Ugly Girl (Aston Creek High 1) - Page 30

“What’s so special about this knife anyway? Can’t you just go and get another?”

I shake my head as the sorrow sits heavy on my heart. “It was my father’s. Blake found it a while back. It was the only thing we have of his. Blake gave it to me as a vice to feel safe at night.”

“Shit,” she sighs, starting to fully understand the importance of that knife. “Blake really loves you, hey?”

“More than you could possibly understand. The shit we’ve been through together…”

“What shit?” Maze whispers from the backseat, sounding hesitant. “You say that all the time; that you’ve been through some stuff but you’ve never actually talked about it. I feel like I hardly know you.”

That makes two of us.

My mind swirls with all the horrors I’ve faced over the past seventeen years. I don’t talk about it. Period. It’s my coping mechanism, yet I find myself wanting to. Though, what am I supposed to tell her? That I was abused for years? That I was stolen from my family by a mobster and sold to another? She wouldn’t even believe me if I told her the truth. So, I tell her what I can, what I’ll be able to get out without turning into a mess, and what parts of myself won’t have her thinking less of me, pitying me, and thinking I’m used.

“So, I used to live in Haven Falls with my family. My mom, dad, me and Blake. I was four and Blake had only just had his third birthday. Don’t ask me how, but I remember there being cake leftover in the fridge from his birthday party. I was mad because mom didn’t let me eat it. That night, Blake and I had already been tucked in and I remember waking to a loud noise and instantly being scared. Mom was screaming from the kitchen and then there was some kind of scuffle.”

“Home invasion?” Maze breathes.

I nod, looking back at her to see the horror on her face. “Of the worst kind.”

She swallows hard and waits for me to continue. “Blake was screaming in his room and I snuck out of my bed and ran to him. I was so worried that I was going to get in trouble for being out of my bed. Mom and dad were sticklers for their rules, but I couldn’t just stay there. I went to Blake and we hid under the bed. I was trying to be quiet but Blake was screaming so loud.

“The details are fuzzy now but I remember someone grabbing my hair and yanking me out from under Blake’s bed. It hurt so bad. I screamed and was thrown up the hallway while the guy held Blake dangling by his arm. Thinking back now, it’s probably the reason why Blake’s shoulder often dislocates,” I let out a heavy sigh. “Anyway, we were put on the couch and tied up, and the sight I saw will always stay with me.

“My parents were back to back on the floor, tied up with Anton Mathers and his men looking down on them.
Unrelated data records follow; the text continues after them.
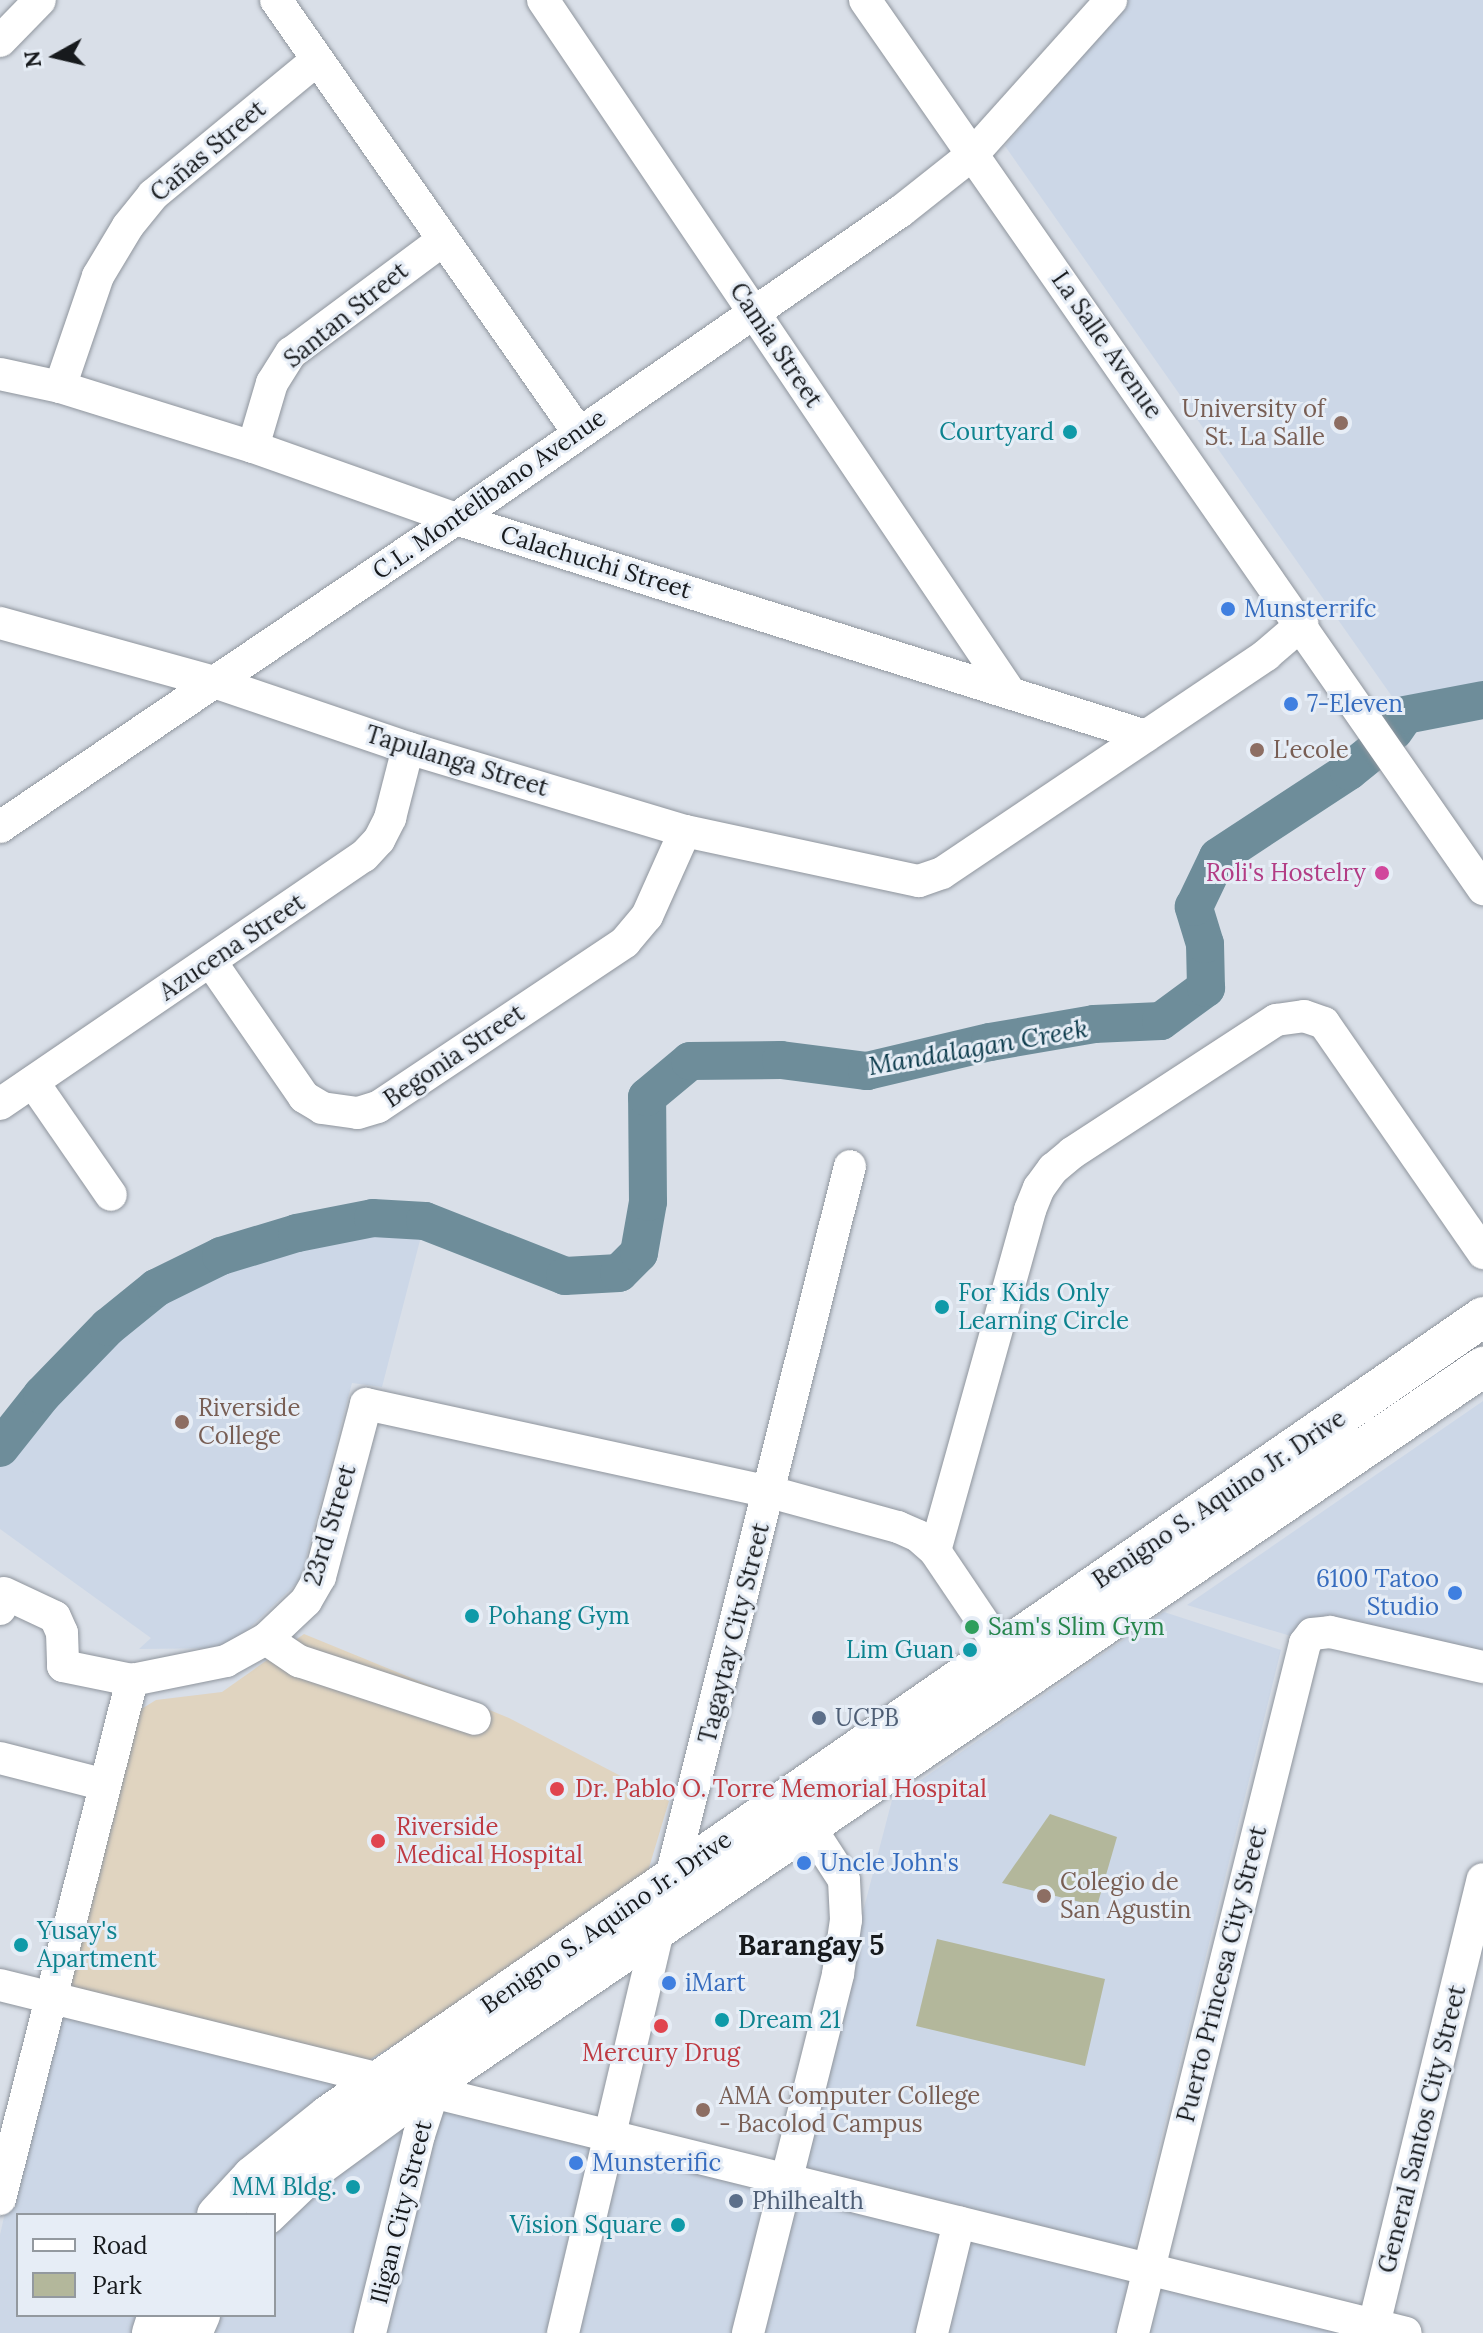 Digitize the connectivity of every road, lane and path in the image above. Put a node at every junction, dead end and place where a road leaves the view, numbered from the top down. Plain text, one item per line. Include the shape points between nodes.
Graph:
1 (40, 0) edge
2 (276, 0) edge
3 (543, 0) edge
4 (865, 0) edge
5 (1111, 0) edge
6 (0, 41) edge
7 (317, 60) junction
8 (973, 154) junction
9 (442, 241) junction
10 (754, 311) junction
11 (0, 374) edge
12 (60, 387) junction
13 (578, 432) junction
14 (253, 447) junction
15 (456, 519) junction
16 (0, 623) edge
17 (1302, 624) junction
18 (214, 682) junction
19 (1009, 691) junction
20 (1146, 736) junction
21 (408, 748) junction
22 (0, 827) edge
23 (685, 831) junction
24 (1474, 858) edge
25 (1483, 889) edge
26 (211, 962) junction
27 (33, 1082) junction
28 (0, 1104) edge
29 (850, 1166) dead end
30 (111, 1195) dead end
31 (1483, 1253) edge
32 (1483, 1317) edge
33 (1483, 1367) edge
34 (1411, 1368) junction
35 (1433, 1401) junction
36 (770, 1492) junction
37 (1167, 1534) junction
38 (935, 1551) junction
39 (1190, 1567) junction
40 (0, 1609) edge
41 (266, 1639) junction
42 (1012, 1665) junction
43 (1483, 1667) edge
44 (132, 1680) junction
45 (475, 1719) dead end
46 (0, 1758) edge
47 (105, 1785) junction
48 (798, 1811) junction
49 (671, 1877) junction
50 (1483, 1879) edge
51 (659, 1929) junction
52 (0, 1985) edge
53 (53, 1997) junction
54 (381, 2079) junction
55 (428, 2090) junction
56 (611, 2136) junction
57 (786, 2179) junction
58 (0, 2199) edge
59 (219, 2213) edge
60 (268, 2213) edge
61 (959, 2222) junction
62 (1148, 2269) junction
63 (1373, 2329) edge
64 (370, 2333) edge
65 (563, 2333) edge
66 (748, 2333) edge
67 (932, 2333) edge
68 (1133, 2333) edge
69 (1406, 2333) edge

1 - 6 street
2 - 7 street
3 - 10 street, Camia Street
4 - 8 street, La Salle Avenue
5 - 8 street, C.L. Montelibano Avenue
7 - 9 street
7 - 12 street, Cañas Street via 153,195 128,226 98,276
8 - 10 street, C.L. Montelibano Avenue via 901,211
8 - 17 street, La Salle Avenue
9 - 13 street
9 - 14 street, Santan Street via 291,353 272,383
10 - 13 street, C.L. Montelibano Avenue
10 - 19 street, Camia Street
11 - 12 street, Calachuchi Street
12 - 14 street, Calachuchi Street
13 - 15 street, C.L. Montelibano Avenue
14 - 15 street, Calachuchi Street
15 - 18 street, C.L. Montelibano Avenue
15 - 19 street, Calachuchi Street
16 - 18 street, Tapulanga Street
17 - 20 street via 1266,655
17 - 24 street, La Salle Avenue
18 - 21 street, Tapulanga Street
18 - 22 street, C.L. Montelibano Avenue
19 - 20 street, Calachuchi Street
20 - 23 street, Tapulanga Street via 942,873 919,881
21 - 23 street, Tapulanga Street
21 - 26 street, Azucena Street via 379,840 364,856
23 - 26 street, Begonia Street via 647,916 625,942 378,1107 358,1113 322,1108 304,1097
24 - 25 street, La Salle Avenue
26 - 27 street, Azucena Street
27 - 28 street, Azucena Street
27 - 30 street
29 - 36 street, Tagaytay City Street
31 - 38 street via 1324,1023 1304,1016 1276,1020 1072,1153 1039,1188
32 - 34 main road, Benigno S. Aquino Jr. Drive
33 - 35 main road, Benigno S. Aquino Jr. Drive
34 - 35 main road
34 - 37 main road, Benigno S. Aquino Jr. Drive
35 - 39 main road, Benigno S. Aquino Jr. Drive
36 - 38 street, 23rd Street via 898,1527
36 - 41 street, 23rd Street via 366,1404 320,1577 306,1601
36 - 49 street, Tagaytay City Street
37 - 39 main road
37 - 42 main road, Benigno S. Aquino Jr. Drive
38 - 42 street
39 - 42 main road, Benigno S. Aquino Jr. Drive
40 - 44 street via 4,1593 55,1617 62,1633 63,1666
41 - 44 street, 23rd Street via 226,1661
41 - 45 street via 299,1661
42 - 48 main road, Benigno S. Aquino Jr. Drive
43 - 62 street, Puerto Princesa City Street via 1330,1632 1312,1634 1305,1643
44 - 47 street
46 - 47 street
47 - 53 street
48 - 49 main road, Benigno S. Aquino Jr. Drive
48 - 51 main road, Benigno S. Aquino Jr. Drive
48 - 57 street via 844,1880 846,1920 838,1974
49 - 51 street, Tagaytay City Street
49 - 54 main road, Benigno S. Aquino Jr. Drive
50 - 63 street, General Santos City Street
51 - 55 main road, Benigno S. Aquino Jr. Drive
51 - 56 street, Tagaytay City Street
52 - 53 street
53 - 54 street
53 - 58 street
54 - 55 street
54 - 59 main road, Benigno S. Aquino Jr. Drive via 277,2156
55 - 56 street
55 - 60 main road, Benigno S. Aquino Jr. Drive via 314,2169
55 - 64 street, Iligan City Street
56 - 57 street
56 - 65 street, Tagaytay City Street
57 - 61 street
57 - 66 street
61 - 62 street
61 - 67 street
62 - 63 street
62 - 68 street, Puerto Princesa City Street
63 - 69 street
I couldn’t get Blake to stop crying, and fuck, I’m so happy that he has no recollection of all of this-”

Maze cuts me off. “Anton Mathers?”

“He’s a mobster and a horrid one at that. I didn’t know this until later, but my parents were struggling with money, something about a bad business deal and the possibility of losing their home. Their last resort was to borrow the money from Anton just to keep food on the table and when they couldn’t pay it back…”
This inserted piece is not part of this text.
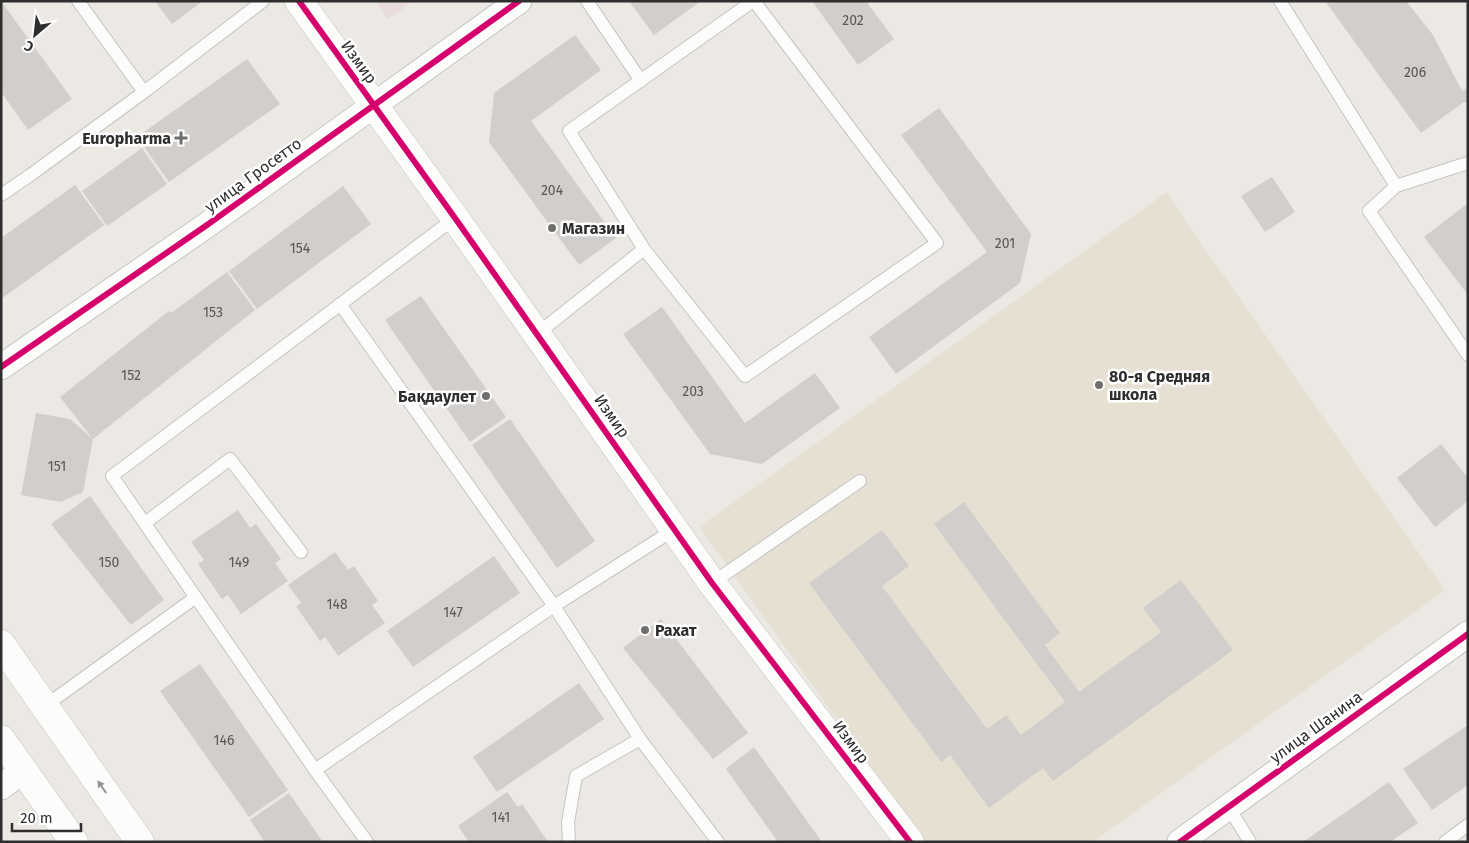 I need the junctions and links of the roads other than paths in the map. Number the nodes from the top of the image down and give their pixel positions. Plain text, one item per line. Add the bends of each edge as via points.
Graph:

“He came for them,” she finishes.

“Yeah, in a big fucking way.”

I hear Maze let out a horrified breath and I fight the tears that are threatening to spill. I’ve only told this story once and it was three weeks ago to a therapist that the state demanded I see before they put us with Shay and Ben.
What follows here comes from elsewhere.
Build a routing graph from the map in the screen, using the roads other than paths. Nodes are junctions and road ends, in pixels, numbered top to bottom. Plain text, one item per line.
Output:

“There was a kid, I don’t know, maybe he was eight or nine, somewhere around that age. I’ve always struggled with this bit but he had some sort of connection to Anton. It was almost like he was training him to become some sort of killer, his protégée or something like that. Anton handed him a knife and ordered him to kill.

“The kid kept looking at me and Blake and then back to mom. He didn’t want to do it but every time he refused, Anton would hurt him. It was so bad. The kid was so strong, enduring so much pain, but by the end of it, he had no choice. He wasn’t strong enough. It was kill or be killed and I’m awful enough to wish he’d let Anton kill him but I see now that would have ended with both of them dead.

“I’ll never forget mom’s agony. It made Blake scream the house down but I couldn’t help him because I was watching my mother bleed out. I don’t think I really understood what I was seeing but something inside of me told me that I’d never see her again.